By contrast, the trend in music education at the time was one of conservation. Maybe it was this over-arching sense of sanctity in teaching practice which prompted Paynter and Aston to develop lesson plans that engaged more with the spirit of the times. It was an approach which allowed the student to explore the media (new and old) of music in a creative way, rather than in a re-creative one. For example by recording various instruments on tape, then altering playback speeds and creating soundscapes from the various textures.
A like-minded contemporary in Canada, Schafer was imagining a total break from the history of the Western Canon. … What both writers recognised was a need for education to be at the forefront of development, rather than generations behind. Despite the differences in era, my experience in teaching resonated strongly with the views of Paynter and Schafer in the 70s.
We are now surrounded by technology and tools which present great possibilities, it seems counter-productive and culturally insular to prescribe musical content on the basis of its educational merit. … and rather than drag our re-creative tendencies into this age, by merely transcribing songs from YouTube for example, a creative approach is needed which will empower students to explore. So how can this be done?
The application of Bloom’s taxonomy to the teaching of music was apparent to me from the start. Playing and learning to play music is such a blend of the cognitive (understanding of musical text for example), the psycho-motor (being able to play what is written on an instrument) and the affective domains that even if it cannot fully describe the experience, divisions like this can surely help us gain a methodological stance in a mixed media environment.
Even though the psycho-motor and affective domains are still important, there’ve been interesting developments in the cognitive domain – originally beginning with simple knowledge through analysis up to evaluation, a revision made by Anderson and Krathwhol’s puts ‘creating’ as the highest order of cognitive development, notice also the change in word-types – verbs replacing nouns suggesting more of an active (and ultimately creative) learning.
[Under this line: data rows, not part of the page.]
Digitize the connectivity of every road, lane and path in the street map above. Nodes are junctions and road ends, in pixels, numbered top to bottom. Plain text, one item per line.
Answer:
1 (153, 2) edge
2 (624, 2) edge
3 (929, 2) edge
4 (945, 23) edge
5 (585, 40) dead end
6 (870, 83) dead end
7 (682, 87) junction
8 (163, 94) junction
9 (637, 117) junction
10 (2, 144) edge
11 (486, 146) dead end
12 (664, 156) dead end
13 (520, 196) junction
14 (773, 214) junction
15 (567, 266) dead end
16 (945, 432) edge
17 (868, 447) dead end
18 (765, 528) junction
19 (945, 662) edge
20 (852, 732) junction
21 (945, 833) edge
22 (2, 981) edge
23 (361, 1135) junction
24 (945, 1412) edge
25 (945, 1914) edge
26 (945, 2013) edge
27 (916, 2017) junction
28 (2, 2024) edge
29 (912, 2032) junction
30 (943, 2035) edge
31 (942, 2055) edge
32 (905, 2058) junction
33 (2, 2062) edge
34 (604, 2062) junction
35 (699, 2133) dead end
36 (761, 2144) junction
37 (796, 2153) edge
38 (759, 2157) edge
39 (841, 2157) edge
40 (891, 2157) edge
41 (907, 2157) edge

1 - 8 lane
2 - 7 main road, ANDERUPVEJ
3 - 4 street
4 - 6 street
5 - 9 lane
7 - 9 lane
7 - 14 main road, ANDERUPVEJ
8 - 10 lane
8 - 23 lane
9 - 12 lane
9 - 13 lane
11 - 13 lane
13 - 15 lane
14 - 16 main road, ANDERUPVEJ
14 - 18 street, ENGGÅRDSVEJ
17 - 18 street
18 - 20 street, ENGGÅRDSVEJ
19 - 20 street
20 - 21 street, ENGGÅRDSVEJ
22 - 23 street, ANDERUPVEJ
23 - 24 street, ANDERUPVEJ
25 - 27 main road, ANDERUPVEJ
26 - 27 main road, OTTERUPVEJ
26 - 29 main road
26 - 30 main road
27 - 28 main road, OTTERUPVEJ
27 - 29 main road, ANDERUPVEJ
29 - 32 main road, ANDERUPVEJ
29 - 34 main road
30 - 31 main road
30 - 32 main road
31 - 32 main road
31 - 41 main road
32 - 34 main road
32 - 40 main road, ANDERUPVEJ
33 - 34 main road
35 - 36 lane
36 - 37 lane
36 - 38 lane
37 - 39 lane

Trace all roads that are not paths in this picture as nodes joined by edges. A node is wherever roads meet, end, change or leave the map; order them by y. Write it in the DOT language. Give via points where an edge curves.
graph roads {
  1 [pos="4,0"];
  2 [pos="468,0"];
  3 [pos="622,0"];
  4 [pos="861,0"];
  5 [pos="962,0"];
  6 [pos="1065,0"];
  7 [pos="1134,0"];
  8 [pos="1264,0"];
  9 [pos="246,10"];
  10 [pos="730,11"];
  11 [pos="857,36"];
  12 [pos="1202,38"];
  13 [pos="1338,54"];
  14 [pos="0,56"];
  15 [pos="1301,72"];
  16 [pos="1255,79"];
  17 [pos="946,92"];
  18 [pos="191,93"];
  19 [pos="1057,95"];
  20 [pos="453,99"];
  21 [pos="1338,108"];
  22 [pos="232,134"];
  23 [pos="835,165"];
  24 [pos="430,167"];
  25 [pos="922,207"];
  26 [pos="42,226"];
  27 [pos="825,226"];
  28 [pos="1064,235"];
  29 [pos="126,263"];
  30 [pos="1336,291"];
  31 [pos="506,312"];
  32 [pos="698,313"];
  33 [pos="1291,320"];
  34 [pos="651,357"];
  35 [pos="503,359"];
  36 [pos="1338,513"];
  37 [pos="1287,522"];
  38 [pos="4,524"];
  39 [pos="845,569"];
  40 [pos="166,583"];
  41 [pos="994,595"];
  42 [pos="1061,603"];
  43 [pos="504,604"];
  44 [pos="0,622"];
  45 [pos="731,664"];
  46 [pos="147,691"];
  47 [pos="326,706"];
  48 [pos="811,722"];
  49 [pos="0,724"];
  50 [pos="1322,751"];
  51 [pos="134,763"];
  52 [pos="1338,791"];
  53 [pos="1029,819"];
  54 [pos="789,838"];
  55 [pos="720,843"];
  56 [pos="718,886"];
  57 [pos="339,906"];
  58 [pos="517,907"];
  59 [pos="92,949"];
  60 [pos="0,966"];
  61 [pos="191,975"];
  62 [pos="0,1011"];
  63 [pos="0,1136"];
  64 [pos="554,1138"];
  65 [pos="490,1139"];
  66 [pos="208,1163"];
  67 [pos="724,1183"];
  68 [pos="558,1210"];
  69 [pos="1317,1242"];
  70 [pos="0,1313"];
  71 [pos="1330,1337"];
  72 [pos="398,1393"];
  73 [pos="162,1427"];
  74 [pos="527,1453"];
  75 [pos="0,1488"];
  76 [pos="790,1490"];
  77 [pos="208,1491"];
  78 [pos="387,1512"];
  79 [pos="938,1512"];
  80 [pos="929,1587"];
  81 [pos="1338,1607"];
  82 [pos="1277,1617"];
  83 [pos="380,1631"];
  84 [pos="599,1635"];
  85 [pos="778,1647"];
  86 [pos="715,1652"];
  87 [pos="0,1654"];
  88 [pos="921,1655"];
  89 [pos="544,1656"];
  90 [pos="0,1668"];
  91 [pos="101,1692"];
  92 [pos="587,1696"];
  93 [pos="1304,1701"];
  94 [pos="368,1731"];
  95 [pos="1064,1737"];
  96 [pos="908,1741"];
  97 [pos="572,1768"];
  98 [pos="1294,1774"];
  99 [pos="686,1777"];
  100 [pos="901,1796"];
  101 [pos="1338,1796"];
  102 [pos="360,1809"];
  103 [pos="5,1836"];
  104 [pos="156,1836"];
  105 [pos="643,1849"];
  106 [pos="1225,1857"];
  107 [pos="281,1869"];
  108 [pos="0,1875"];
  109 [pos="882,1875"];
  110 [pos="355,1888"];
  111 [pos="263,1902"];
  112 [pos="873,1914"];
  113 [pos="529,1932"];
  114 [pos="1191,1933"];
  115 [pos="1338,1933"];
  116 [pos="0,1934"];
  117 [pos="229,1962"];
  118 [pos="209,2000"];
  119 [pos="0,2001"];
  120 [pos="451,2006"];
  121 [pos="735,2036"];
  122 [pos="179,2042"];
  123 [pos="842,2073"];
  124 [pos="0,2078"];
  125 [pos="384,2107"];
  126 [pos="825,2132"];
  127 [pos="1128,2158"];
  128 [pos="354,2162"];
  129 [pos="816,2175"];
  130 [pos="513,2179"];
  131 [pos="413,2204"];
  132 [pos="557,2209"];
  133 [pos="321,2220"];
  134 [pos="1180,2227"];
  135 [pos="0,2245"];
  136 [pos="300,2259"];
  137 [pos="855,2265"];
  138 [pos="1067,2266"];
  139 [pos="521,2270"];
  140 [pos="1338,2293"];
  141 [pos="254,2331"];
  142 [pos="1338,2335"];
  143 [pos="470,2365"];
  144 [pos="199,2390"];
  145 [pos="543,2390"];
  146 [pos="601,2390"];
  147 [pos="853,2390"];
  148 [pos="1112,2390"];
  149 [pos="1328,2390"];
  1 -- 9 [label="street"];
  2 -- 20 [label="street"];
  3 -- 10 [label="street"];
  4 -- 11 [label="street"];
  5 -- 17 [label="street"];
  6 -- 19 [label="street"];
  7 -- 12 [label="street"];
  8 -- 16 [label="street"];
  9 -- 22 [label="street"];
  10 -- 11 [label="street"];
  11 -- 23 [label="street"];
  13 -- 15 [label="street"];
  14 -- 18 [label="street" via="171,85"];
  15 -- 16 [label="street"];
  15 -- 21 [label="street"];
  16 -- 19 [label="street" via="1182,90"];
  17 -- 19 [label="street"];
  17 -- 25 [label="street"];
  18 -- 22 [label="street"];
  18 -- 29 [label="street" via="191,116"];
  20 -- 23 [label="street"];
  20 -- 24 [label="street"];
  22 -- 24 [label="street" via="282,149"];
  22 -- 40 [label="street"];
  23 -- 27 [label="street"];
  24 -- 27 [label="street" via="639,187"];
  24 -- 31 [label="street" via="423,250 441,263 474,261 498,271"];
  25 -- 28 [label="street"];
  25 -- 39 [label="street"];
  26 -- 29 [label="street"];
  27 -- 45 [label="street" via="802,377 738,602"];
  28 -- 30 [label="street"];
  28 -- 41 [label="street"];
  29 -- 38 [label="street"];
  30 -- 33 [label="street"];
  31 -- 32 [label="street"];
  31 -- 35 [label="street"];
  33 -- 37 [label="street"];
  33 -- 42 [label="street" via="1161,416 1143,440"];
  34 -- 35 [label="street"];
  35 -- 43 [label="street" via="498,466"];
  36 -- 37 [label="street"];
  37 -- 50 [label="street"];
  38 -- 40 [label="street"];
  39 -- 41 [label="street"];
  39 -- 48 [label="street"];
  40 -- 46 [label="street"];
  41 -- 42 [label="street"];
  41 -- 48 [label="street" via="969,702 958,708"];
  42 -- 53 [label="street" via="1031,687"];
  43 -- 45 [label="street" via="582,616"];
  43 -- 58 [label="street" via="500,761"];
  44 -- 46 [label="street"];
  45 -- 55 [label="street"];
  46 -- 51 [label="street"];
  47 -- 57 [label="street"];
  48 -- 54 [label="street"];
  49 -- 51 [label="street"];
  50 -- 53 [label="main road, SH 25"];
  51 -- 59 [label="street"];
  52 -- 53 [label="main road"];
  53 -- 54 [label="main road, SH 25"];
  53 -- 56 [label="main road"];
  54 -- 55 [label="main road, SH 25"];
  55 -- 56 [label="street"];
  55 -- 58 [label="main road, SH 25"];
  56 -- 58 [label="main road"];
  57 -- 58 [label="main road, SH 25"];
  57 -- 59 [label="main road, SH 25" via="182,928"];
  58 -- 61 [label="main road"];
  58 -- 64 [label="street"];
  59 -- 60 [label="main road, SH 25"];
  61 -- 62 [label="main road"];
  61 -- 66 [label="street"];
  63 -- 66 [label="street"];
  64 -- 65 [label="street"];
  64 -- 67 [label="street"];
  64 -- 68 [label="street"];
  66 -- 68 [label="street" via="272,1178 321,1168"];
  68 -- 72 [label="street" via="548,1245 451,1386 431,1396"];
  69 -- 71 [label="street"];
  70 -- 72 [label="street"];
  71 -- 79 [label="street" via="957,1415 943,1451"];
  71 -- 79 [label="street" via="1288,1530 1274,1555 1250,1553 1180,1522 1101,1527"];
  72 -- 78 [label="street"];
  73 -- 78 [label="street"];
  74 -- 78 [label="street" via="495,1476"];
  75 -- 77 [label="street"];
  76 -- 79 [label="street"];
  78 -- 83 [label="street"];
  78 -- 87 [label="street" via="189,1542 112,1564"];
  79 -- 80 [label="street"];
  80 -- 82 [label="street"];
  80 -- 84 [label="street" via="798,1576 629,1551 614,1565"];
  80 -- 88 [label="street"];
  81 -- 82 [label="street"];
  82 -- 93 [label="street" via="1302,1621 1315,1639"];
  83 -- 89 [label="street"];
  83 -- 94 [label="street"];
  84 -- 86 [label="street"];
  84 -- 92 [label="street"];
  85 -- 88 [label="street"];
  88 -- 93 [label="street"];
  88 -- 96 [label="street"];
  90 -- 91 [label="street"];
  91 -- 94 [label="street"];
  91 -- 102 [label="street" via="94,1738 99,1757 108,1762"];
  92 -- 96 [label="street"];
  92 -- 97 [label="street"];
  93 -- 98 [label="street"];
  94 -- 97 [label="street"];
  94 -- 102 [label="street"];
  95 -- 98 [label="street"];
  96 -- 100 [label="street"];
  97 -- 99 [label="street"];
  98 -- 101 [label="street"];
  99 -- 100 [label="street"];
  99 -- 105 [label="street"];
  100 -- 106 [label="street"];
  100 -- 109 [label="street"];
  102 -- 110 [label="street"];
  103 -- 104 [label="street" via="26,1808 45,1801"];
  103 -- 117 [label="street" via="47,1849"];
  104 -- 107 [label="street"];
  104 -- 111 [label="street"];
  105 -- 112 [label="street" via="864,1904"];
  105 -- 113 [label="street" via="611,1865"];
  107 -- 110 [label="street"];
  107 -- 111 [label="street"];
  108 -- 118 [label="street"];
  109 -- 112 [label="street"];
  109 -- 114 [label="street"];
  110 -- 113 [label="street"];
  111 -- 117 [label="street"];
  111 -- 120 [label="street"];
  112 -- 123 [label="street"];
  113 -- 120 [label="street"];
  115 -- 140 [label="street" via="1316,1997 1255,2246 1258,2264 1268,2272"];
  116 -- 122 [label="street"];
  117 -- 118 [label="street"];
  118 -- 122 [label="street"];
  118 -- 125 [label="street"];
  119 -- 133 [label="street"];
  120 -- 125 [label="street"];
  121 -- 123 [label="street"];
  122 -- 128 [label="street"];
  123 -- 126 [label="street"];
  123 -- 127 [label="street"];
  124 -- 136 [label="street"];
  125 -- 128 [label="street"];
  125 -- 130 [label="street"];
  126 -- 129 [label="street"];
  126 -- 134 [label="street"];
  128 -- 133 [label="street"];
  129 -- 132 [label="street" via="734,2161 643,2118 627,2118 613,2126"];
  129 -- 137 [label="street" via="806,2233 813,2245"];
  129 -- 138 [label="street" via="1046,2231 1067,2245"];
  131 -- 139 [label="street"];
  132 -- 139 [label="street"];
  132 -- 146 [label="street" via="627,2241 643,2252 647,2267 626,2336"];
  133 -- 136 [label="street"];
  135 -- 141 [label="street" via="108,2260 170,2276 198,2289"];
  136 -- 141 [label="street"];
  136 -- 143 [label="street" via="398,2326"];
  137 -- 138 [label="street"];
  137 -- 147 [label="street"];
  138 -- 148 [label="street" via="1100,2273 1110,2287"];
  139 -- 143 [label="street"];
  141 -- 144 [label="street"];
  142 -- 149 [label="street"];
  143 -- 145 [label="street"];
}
Another more recent development of the taxonomy, made by Anthony Churches, adds IT activities to this verbiage, including digital skills like editing and social networking – all as valid learning terms. Blooms original taxonomy, with these revisions finally offers us a possible way of structuring these sessions from the screen (which I spoke about earlier) in order to ensure that there is some direction in learning.
Inspired by this I drafted a rudimentary Process Map, paths through which might be used to make out various lesson plans or more long-term creative projects. Along the top we have our Bloomian categories, with our creative end-goal. The map itself includes a handful of digital tools I had recently come across, expressed in some of Churches’ new digital keywords.
Here is a video clip giving an illustration of one path through this process, using some of the tools I mentioned, with music from a fourteen year old guitar student of mine who has given me her permission to show it at this conference.
Around the submission date of my thesis, the OECD report was released which showed a clear echo of my own concern and research from the last few months.
We can’t launch into the 21rst century with 20th century practices. We need to develop ways of teaching that are student-centred; that inspire the student to create; that use existing technology in educationally meaningful ways.
Most importantly, as music teachers in this age we have to be open to explore with the student.